_What is being asked_
Give again the line that contains "middle pip: (195, 135)" and every line after it to the end of the records. Keep them exactly as they are and add nothing.

(Input for this task Opens)

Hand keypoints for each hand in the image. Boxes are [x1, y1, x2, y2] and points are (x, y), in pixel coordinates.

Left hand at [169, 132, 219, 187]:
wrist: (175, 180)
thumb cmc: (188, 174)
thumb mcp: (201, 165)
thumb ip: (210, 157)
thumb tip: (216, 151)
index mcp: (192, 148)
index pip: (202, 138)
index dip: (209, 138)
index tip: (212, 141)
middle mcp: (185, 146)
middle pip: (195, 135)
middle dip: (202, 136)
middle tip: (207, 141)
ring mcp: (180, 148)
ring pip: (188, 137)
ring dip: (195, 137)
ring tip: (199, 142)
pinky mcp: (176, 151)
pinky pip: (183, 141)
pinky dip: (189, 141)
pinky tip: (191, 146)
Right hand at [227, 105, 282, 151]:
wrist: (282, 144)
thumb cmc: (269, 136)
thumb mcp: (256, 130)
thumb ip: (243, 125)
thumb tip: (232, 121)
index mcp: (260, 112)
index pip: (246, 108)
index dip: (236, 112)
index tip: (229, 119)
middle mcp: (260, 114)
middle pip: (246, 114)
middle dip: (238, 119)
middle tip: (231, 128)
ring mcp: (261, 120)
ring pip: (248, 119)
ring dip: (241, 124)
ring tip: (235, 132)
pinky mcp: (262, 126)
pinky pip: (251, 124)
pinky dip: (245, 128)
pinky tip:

(Input for this task Closes)

_Result_
middle pip: (195, 135)
middle dip: (202, 136)
middle tip: (207, 141)
ring mcp: (180, 148)
ring pip: (188, 137)
ring dip: (195, 137)
ring tip: (199, 142)
pinky mcp: (176, 151)
pinky pip: (183, 141)
pinky dip: (189, 141)
pinky tip: (191, 146)
Right hand at [227, 105, 282, 151]:
wrist: (282, 144)
thumb cmc: (269, 136)
thumb mcp: (256, 130)
thumb ip: (243, 125)
thumb tip: (232, 121)
index mcp: (260, 112)
index pip: (246, 108)
index dip: (236, 112)
index tip: (229, 119)
middle mcp: (260, 114)
middle pip: (246, 114)
middle dip: (238, 119)
middle tip: (231, 128)
ring mcp: (261, 120)
ring pip: (248, 119)
ring dip: (241, 124)
ring tip: (235, 132)
pinky mcp: (262, 126)
pinky pip: (251, 124)
pinky dip: (245, 128)
pinky tip:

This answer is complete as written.